The Virginian-Pilot
                             THE VIRGINIAN-PILOT 
              Copyright (c) 1997, Landmark Communications, Inc.

DATE: Wednesday, February 12, 1997          TAG: 9702120468
SECTION: LOCAL                   PAGE: B3   EDITION: FINAL 
SOURCE: BY MIKE KNEPLER, STAFF WRITER 
DATELINE: NORFOLK                           LENGTH:   79 lines

TOP JOURNALISTS DISCUSS MEDIA CREDIBILITY THREE LEADING NATIONAL JOURNALISTS SPEAK AT CHRYSLER THEATER IN NORFOLK.

Does the news media create a public appetite for sensationalistic and negative news, or does it merely give the public what it wants?

This never-ending debate took center stage here Tuesday as three of the nation's leading journalists plunked themselves down on parlor chairs in the Chrysler Theater to discuss ``The Role of the Media in a Democracy'' for the Norfolk Forum speaker series.

The journalists - Charlie Rose, Kevin Phillips and James Fallows - never quite focused on the media's connection to democracy, but they and their audience had plenty to say about declining credibility of professional journalism, especially at the national level.

Rose is a talk-show host for public television and radio; Phillips is a conservative commentator and columnist best known for books that foresaw Republicans' gains in national power and that warn the GOP that it could also fall; and Fallows is the new editor of the U.S. News & World Report magazine and author of ``Breaking the News: How the Media Undermine American Democracy.''

``The media is really in the same boat with the politicians and the lawyers and a lot of other professionals,'' Phillips said. ``The people don't trust them, and I don't think there's too much they can do about it. The average American doesn't trust lawyers, politicians, journalists, stockbrokers, lots of different people. It's not just a problem of journalists.''

The national news media aren't just identified with a Washington-based ``buddy system,'' Phillips said. Part of the problem is that ``so many journalists now work for major corporations. I'm not certain journalists have quite as much say in how their story turns out as they used to.''

``It will be very hard for journalism to dig itself out,'' Phillips said.

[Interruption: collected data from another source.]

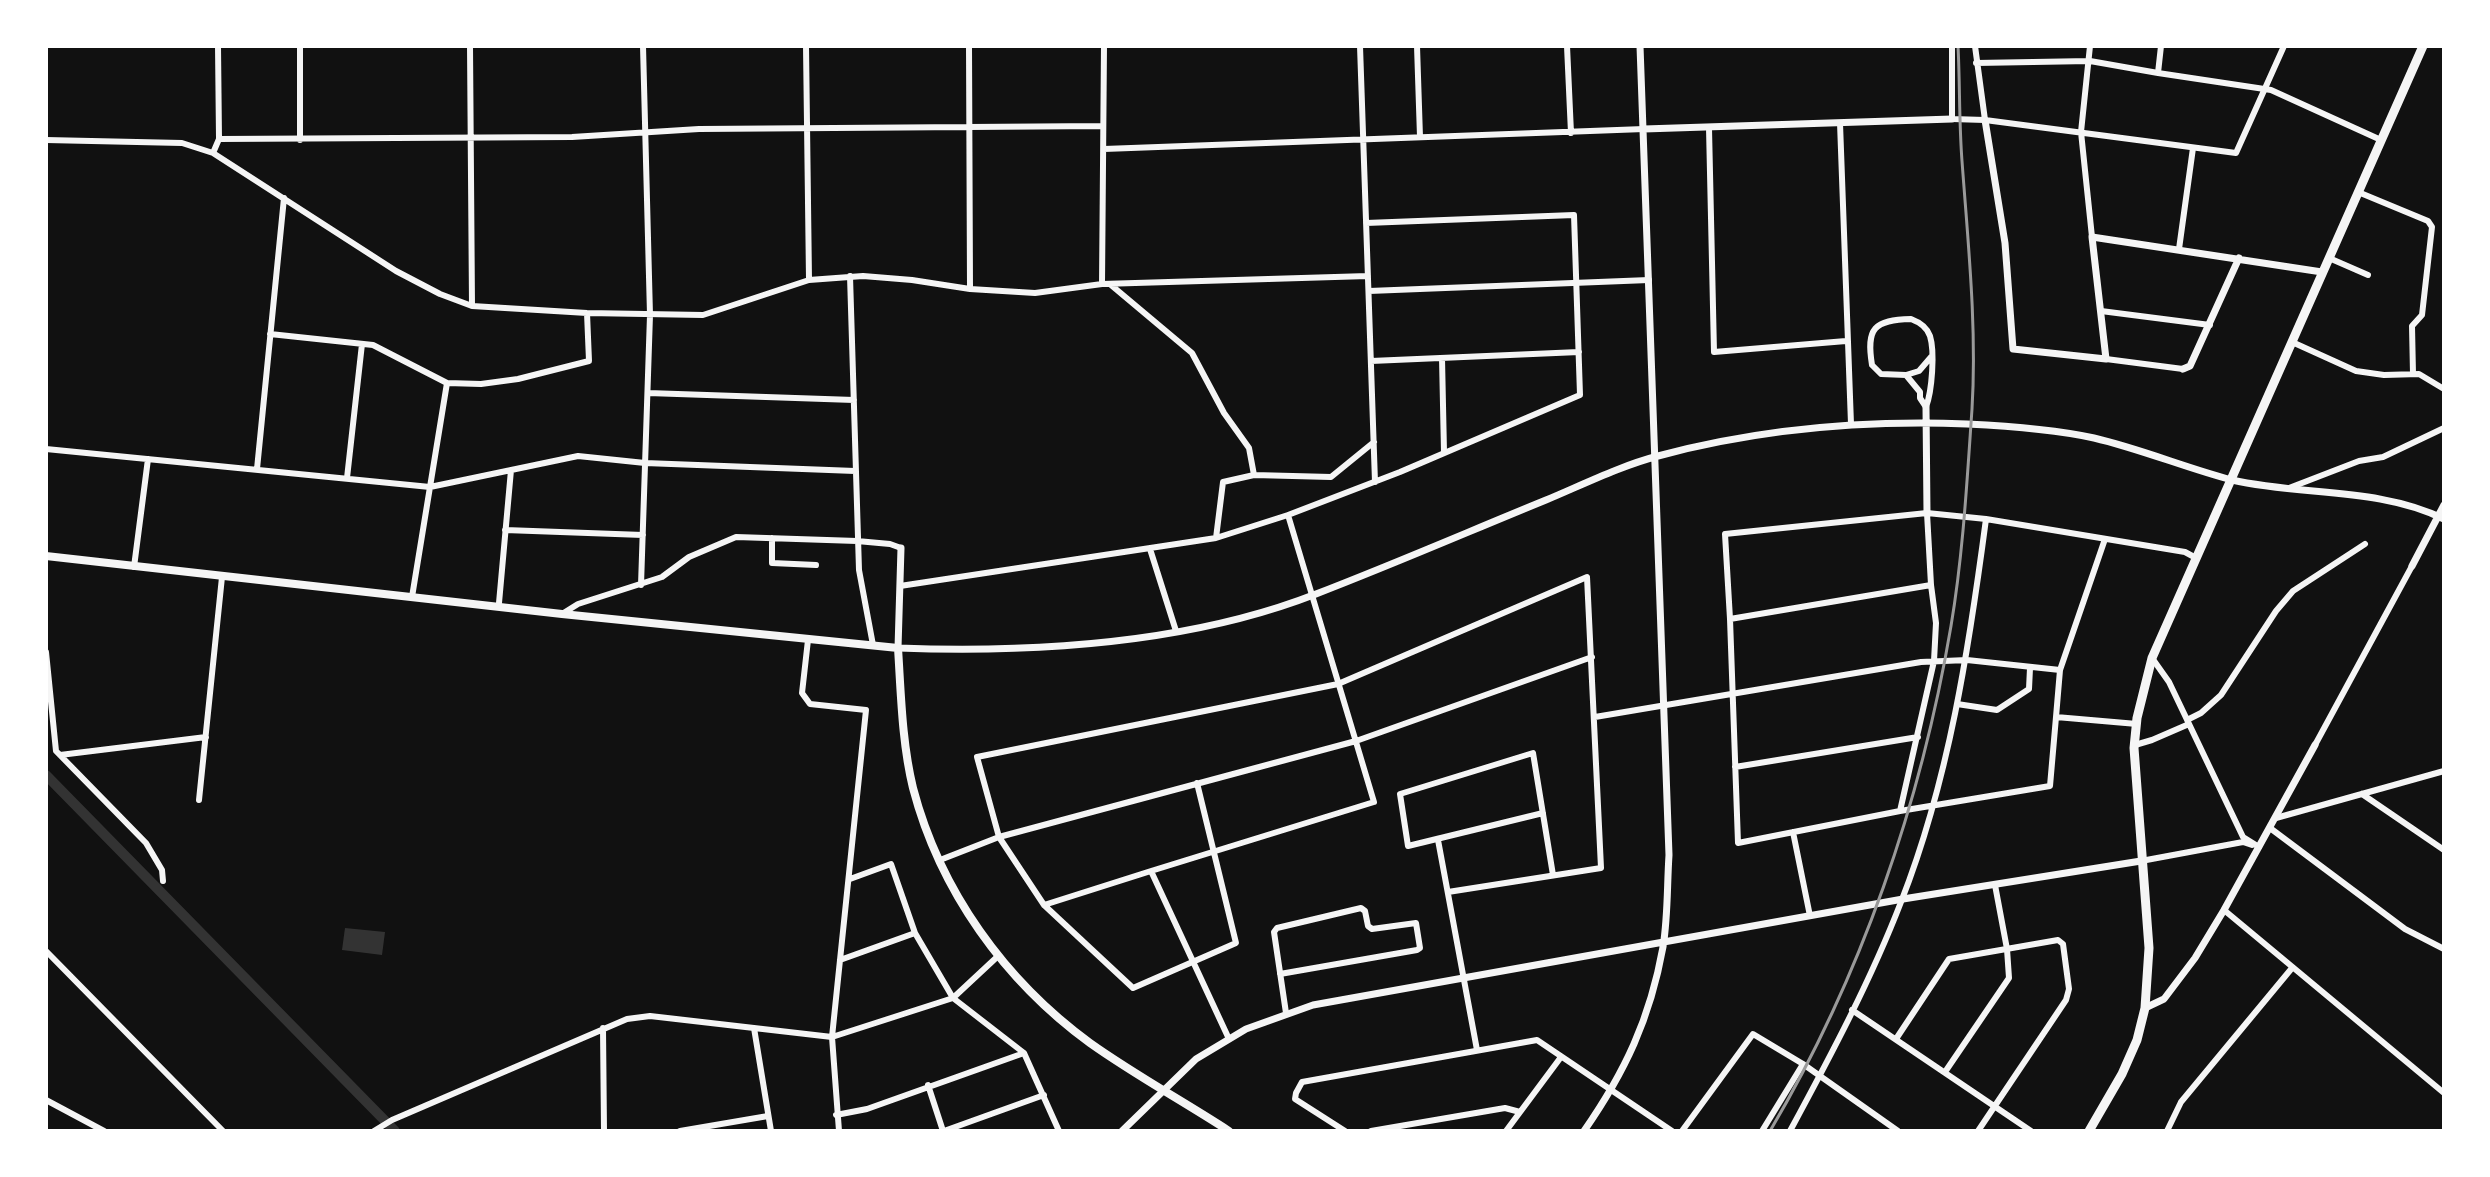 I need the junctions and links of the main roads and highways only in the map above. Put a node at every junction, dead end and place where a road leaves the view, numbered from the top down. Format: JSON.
{"nodes":[{"id":1,"x":2423,"y":46,"type":"edge"},
{"id":2,"x":46,"y":556,"type":"edge"},
{"id":3,"x":1229,"y":1131,"type":"edge"},
{"id":4,"x":2089,"y":1131,"type":"edge"}],
"edges":[{"from":1,"to":4,"type":"main road"},
{"from":2,"to":3,"type":"main road"}]}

But Fallows countered: ``On the other hand, it shouldn't be an excuse not to try.''

But how to try?

Fallows said the news media must do more to balance their reporting in a way that shows the positives of being involved in public life, not just feed the growing cynicism that casts most politicians as corrupt or inept.

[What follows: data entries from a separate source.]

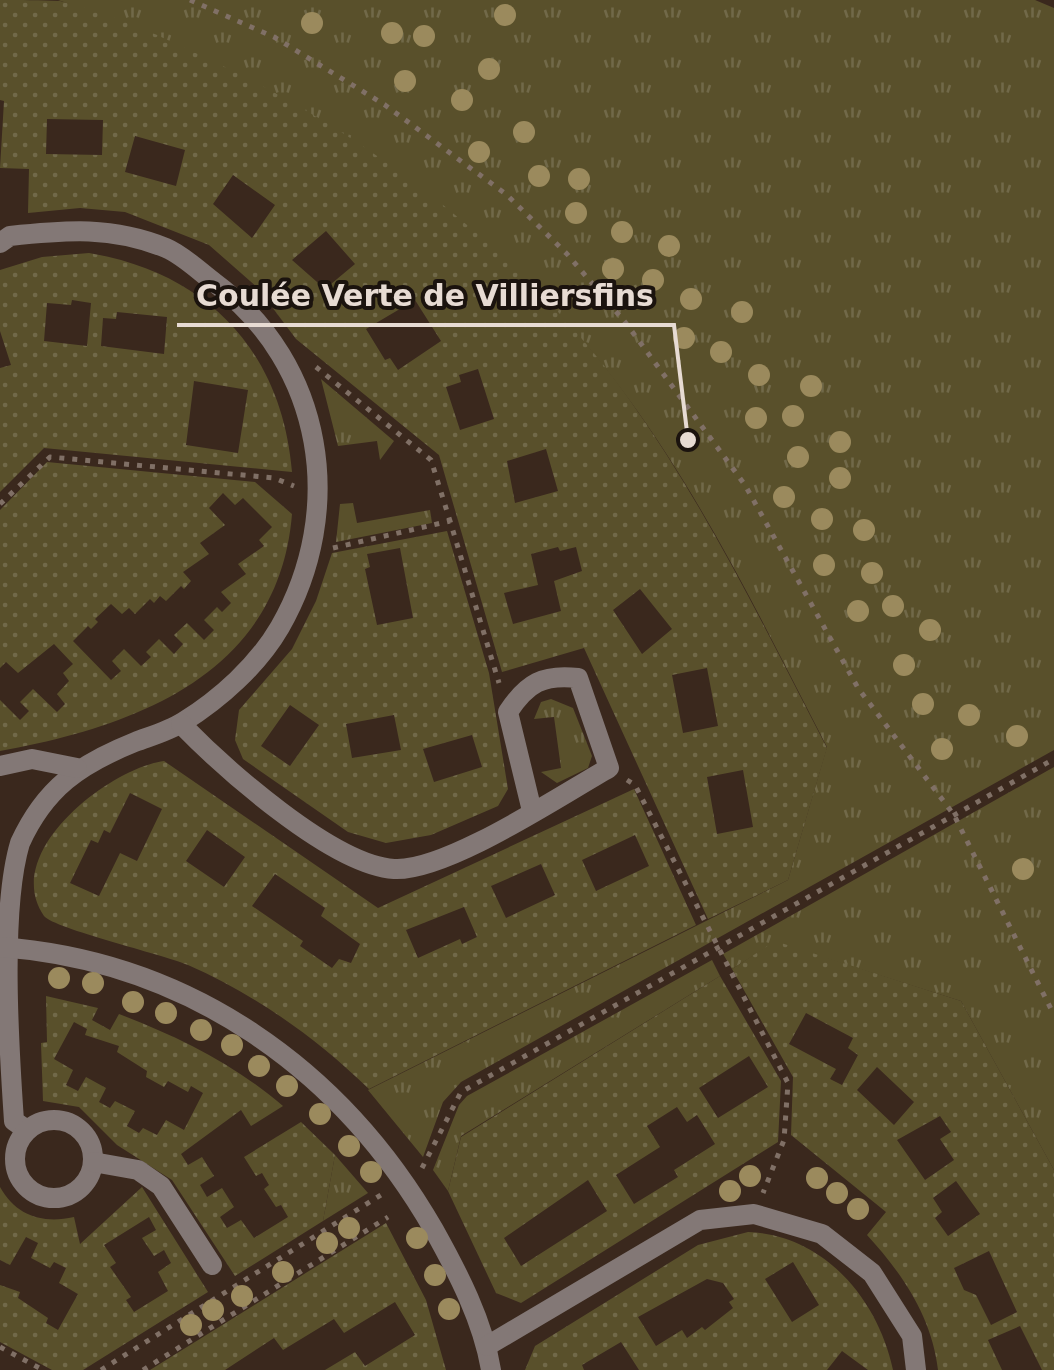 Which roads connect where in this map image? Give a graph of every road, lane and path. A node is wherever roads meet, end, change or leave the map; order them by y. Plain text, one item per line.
1 (190, 0) edge
2 (0, 243) edge
3 (283, 359) junction
4 (320, 498) junction
5 (0, 504) edge
6 (450, 520) junction
7 (311, 553) junction
8 (508, 712) junction
9 (181, 724) junction
10 (1054, 759) edge
11 (0, 766) edge
12 (77, 768) junction
13 (609, 768) junction
14 (532, 811) junction
15 (954, 815) junction
16 (2, 947) edge
17 (716, 949) junction
18 (1054, 1015) edge
19 (27, 1130) junction
20 (93, 1162) junction
21 (424, 1166) dead end
22 (392, 1188) dead end
23 (754, 1214) junction
24 (388, 1216) dead end
25 (212, 1265) dead end
26 (487, 1346) junction
27 (0, 1347) edge
28 (43, 1370) edge
29 (101, 1370) edge
30 (143, 1370) edge
31 (491, 1370) edge
32 (916, 1370) edge

1 - 15 path
2 - 3 street
3 - 4 street
3 - 6 path
4 - 5 path
4 - 7 street
6 - 7 path
6 - 8 path
7 - 9 street
8 - 13 street
8 - 14 street
9 - 12 street
9 - 14 street
10 - 15 path
11 - 12 street
12 - 16 street
13 - 14 street
13 - 17 path
15 - 17 path
15 - 18 path
16 - 19 street
16 - 26 street
17 - 21 path
17 - 23 path
19 - 20 street
19 - 20 street
20 - 25 street
22 - 29 path
23 - 26 street
23 - 32 street
24 - 30 path
26 - 31 street
27 - 28 path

Such a balance, he added, also should not be pollyannish but should deploy ``the same toughness of mind'' applied to reporting and analyzing other important stories.

Rose commented that the ``line between toughness and mean-spiritedness'' too often ``becomes muddied.''

Yet, Fallows, Phillips and Rose continually returned to the question of what the public wants from its journalists, especially when television news shows gain their highest ratings from sensationalistic reports on such events as the O.J. Simpson trials.

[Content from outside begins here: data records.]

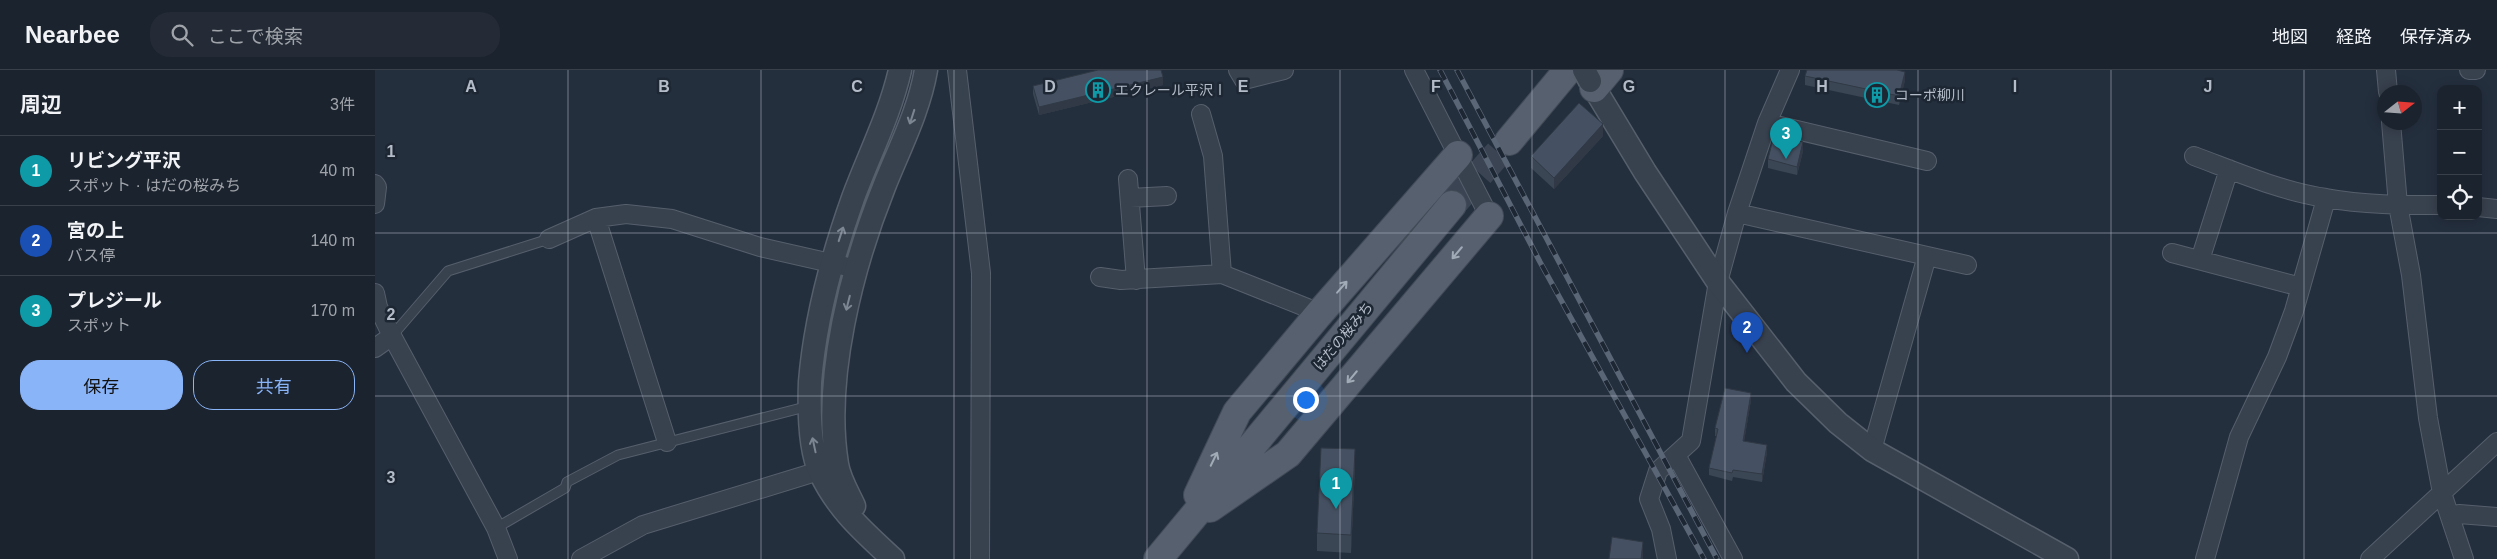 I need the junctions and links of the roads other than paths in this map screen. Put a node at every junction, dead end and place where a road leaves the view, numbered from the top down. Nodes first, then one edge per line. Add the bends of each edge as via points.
1 (900, 70) edge
2 (926, 70) edge
3 (957, 70) edge
4 (1238, 70) edge
5 (1284, 70) edge
6 (1403, 70) edge
7 (1414, 70) edge
8 (1789, 70) edge
9 (2386, 70) edge
10 (2469, 70) edge
11 (2476, 70) edge
12 (1589, 76) edge
13 (2387, 85) edge
14 (1201, 114) dead end
15 (1767, 123) junction
16 (2392, 130) edge
17 (1509, 141) tunnel mouth
18 (1458, 156) junction
19 (2194, 156) dead end
20 (1927, 161) dead end
21 (2229, 169) junction
22 (1128, 179) dead end
23 (375, 184) edge
24 (1167, 196) dead end
25 (1130, 198) junction
26 (2326, 198) junction
27 (375, 204) edge
28 (1453, 205) tunnel mouth
29 (2398, 205) junction
30 (2437, 205) edge
31 (2482, 207) edge
32 (2497, 209) edge
33 (1737, 213) junction
34 (1489, 216) joint
35 (596, 218) junction
36 (549, 239) joint
37 (2172, 253) dead end
38 (1927, 256) junction
39 (2200, 260) junction
40 (832, 263) junction
41 (1967, 265) dead end
42 (857, 269) junction
43 (1222, 274) junction
44 (1100, 277) dead end
45 (1136, 280) junction
46 (1719, 282) junction
47 (2301, 287) junction
48 (375, 294) edge
49 (1318, 314) junction
50 (392, 336) junction
51 (375, 348) edge
52 (809, 406) junction
53 (667, 442) junction
54 (2497, 442) edge
55 (1871, 450) junction
56 (1676, 455) junction
57 (828, 468) junction
58 (2442, 493) junction
59 (2450, 516) junction
60 (2497, 517) edge
61 (1189, 520) junction
62 (495, 528) junction
63 (891, 557) edge
64 (507, 559) edge
65 (581, 559) edge
66 (979, 559) edge
67 (1159, 559) edge
68 (1667, 559) edge
69 (1733, 559) edge
70 (2067, 559) edge
71 (2205, 559) edge
72 (2370, 559) edge
73 (2464, 559) edge

40 -> 1 street via 853,199 895,94
2 -> 42 street via 911,122 883,189
3 - 66 street via 981,273
4 - 5 street via 1244,80
6 - 7 street
7 - 18 street
8 - 15 street
9 - 13 street
10 - 11 street
12 - 17 main road
12 - 46 street via 1645,172
14 - 43 street via 1213,156
15 - 20 street
15 - 33 street
16 - 29 street
18 - 34 street
49 -> 18 main road
19 - 21 street
21 - 26 street via 2285,189
21 - 39 street
22 - 25 street
23 - 27 street
24 - 25 street
25 - 45 street
26 - 29 street
26 - 47 street
28 - 61 main road, はだの桜みち
29 - 30 street
29 - 58 street
31 - 32 street
33 - 38 street
33 - 46 street
34 -> 61 main road via 1288,454
35 - 36 street
35 - 40 street via 626,214 672,219 760,247
35 - 53 street
36 - 50 lane via 448,271
37 - 39 street
38 - 41 street
38 - 55 street
39 - 47 street
40 - 42 street
40 - 52 street via 813,355
42 -> 57 street via 845,314 833,394
43 - 45 street
43 - 49 street
44 - 45 street
46 - 55 street via 1797,382
46 - 56 street via 1691,441
47 - 71 street via 2277,357 2239,437
48 - 50 street
61 -> 49 main road via 1199,490 1237,412
50 - 51 street
50 - 62 street
52 - 53 lane
57 -> 52 street via 812,437
53 - 62 lane via 618,455 567,482 565,488
54 - 58 street
55 - 70 street
56 - 68 street via 1657,471 1649,499 1661,529
56 - 69 street
57 - 63 street
57 - 65 street via 643,525
58 - 59 street
58 - 72 street
59 - 60 street
59 - 73 street
61 - 67 main road, はだの桜みち
62 - 64 street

For some guidance, the panel turned to its audience.

But when a woman near the back of the auditorium cried out ``tell the truth,'' the panelists noted that portraying the truth is not such a simple endeavor.

``If you took the three of us, we wouldn't agree on what the facts were,'' Phillips said. ``We wouldn't agree on what the interpretations are. So how can you say, `Just give us the facts and keep the editorials out'? That's part of the difficulty.''

And Fallows said professional journalists must structure their reports in such a way that makes sense of the burgeoning amount of information available in our high-technology, instant communication society.

``There's no such thing as `telling what's going on,' '' he said. ``Every single thing in journalism is part of a decision, a judgment. But you try to be as fair as you can.''

The panelists said journalists also must contend with a seeming mixed message from citizens: As issues around the world have greater impact on the lives of Americans, they noted, Americans display declining interest in the rest of the world.

``It's a paradox,'' Fallows mused, ``on how to get these things explained.'' ILLUSTRATION: Photo by BETH BERGMAN/The Virginian-Pilot

James Fallows, left, of US News and World Report; Charlie Rose,

center, who has a public TV interview program; and Kevin Phillips,

author and newspaper columnist, spoke at Chrysler Hall about the

media Tuesday as part of the Norfolk Forum lecture series.